Harga Sebuah Percaya
Bohong kalau orang bilang dia gak senang ketika diberi kepercayaan.
percaya/per·ca·ya/ v 1 mengakui atau yakin bahwa sesuatu memang benar atau nyata
Untuk saya, "percaya" is a strong word. Dalam bahasa inggris, kita punya trust dan believe, yang membedakan keduanya ada di dasar dari keyakinan yang dimiliki; trust lebih menggunakan akal sehat atau logika, sedangkan believe bisa hanya menggunakan perasaan tanpa bukti kuat.
Namun, dalam bahasa indonesia, kedua kata ini diterjemahkan dalam kata yang sama, "percaya". Itulah mengapa, bagi saya, "percaya" punya makna lebih dari sekadar meyakini atau mengakui. Kata ini menggabungkan logika dan perasaan, yang kita tahu, bukan hal yang mudah untuk dilakukan.
Maka ketika kata percaya ini muncul dari hati, mulut, dan pikiran seseorang, sesuatu pasti telah terjadi di antara subjek dan objek. Entah apapun yang dipercaya, baik itu hal nyata atau tidak, binatang, benda, kekuatan, berita, khususnya manusia, ada rasa yang ingin rebah dan ada pikiran yang hendak disandarkan pada tiang-tiang kepercayaan itu.

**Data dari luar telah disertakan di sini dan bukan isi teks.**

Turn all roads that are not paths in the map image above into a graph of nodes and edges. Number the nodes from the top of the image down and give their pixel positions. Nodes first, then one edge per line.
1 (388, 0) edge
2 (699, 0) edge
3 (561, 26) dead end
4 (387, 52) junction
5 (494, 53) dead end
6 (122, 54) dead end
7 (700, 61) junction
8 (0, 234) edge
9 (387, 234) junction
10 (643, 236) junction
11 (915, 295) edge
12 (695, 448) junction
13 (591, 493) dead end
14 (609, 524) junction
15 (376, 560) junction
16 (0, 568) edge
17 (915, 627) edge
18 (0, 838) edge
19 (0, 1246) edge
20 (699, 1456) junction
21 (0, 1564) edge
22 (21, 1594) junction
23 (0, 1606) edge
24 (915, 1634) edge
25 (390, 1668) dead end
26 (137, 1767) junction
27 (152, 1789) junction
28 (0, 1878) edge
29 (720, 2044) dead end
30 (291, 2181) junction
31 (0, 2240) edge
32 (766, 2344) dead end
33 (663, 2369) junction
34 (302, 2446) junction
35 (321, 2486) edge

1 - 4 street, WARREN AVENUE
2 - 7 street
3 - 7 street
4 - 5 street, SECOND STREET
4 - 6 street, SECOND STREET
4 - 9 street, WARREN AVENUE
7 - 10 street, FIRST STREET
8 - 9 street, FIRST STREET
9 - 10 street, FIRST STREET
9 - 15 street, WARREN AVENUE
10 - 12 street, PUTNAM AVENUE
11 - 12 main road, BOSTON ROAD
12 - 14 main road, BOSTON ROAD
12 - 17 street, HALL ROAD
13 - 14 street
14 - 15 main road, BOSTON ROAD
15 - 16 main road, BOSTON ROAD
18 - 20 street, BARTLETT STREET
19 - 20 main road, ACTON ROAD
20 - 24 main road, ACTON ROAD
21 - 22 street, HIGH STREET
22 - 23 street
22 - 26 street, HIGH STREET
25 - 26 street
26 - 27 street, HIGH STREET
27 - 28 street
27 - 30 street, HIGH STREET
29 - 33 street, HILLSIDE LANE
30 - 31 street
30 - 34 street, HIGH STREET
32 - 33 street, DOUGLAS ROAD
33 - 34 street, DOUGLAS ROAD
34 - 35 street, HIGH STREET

Akan tetapi, seperti membangun tiang, tidak mudah menjaganya tetap tinggi dan kokoh, tetap kuat dan tidak hancur, pun juga dengan membangun percaya. Layaknya membangun tiang, ada kalanya seseorang salah menghitung luas penampang ataupun salah meletakan pancang. Namun juga seperti tiang, terkadang robohnya tiang bukan karena hanya salah perhitungan, tapi memang waktunya saja yang sudah habis dan fondasinya yang sudah terkikis.
Apalagi percaya kepada manusia, kadang tiang yang dibangun terlalu tinggi, kadang tiang yang dibangun bukan dari bahan yang baik, kadang tiang yang dibangun memang hanya sebagai penyangga sementara. Mungkin kerugian ketika tiang roboh terasa sederhana, "sudah pakai bahan mahal tetap roboh" atau "dikira bisa tahan tinggi, ternyata goyah." Tapi kerugian terbesar yang sering kita lupakan itu bernama waktu.
Waktu.
Si maling bisu yang menyelinap terburu-buru.
Karena bahan bisa dicari lagi, tenaga bisa dipulihkan, luka bisa diobati. Tapi waktu—waktu yang terbuang untuk menjaga tiang yang akhirnya tumbang, waktu yang habis untuk memupuk fondasi yang berakhir lapuk; waktu tak bisa ditebus, tak bisa ditukar, tak pula bisa diobati.
Dan saat semua runtuh, yang tertinggal hanyalah getir; teringat waktu yang tak akan bisa kembali.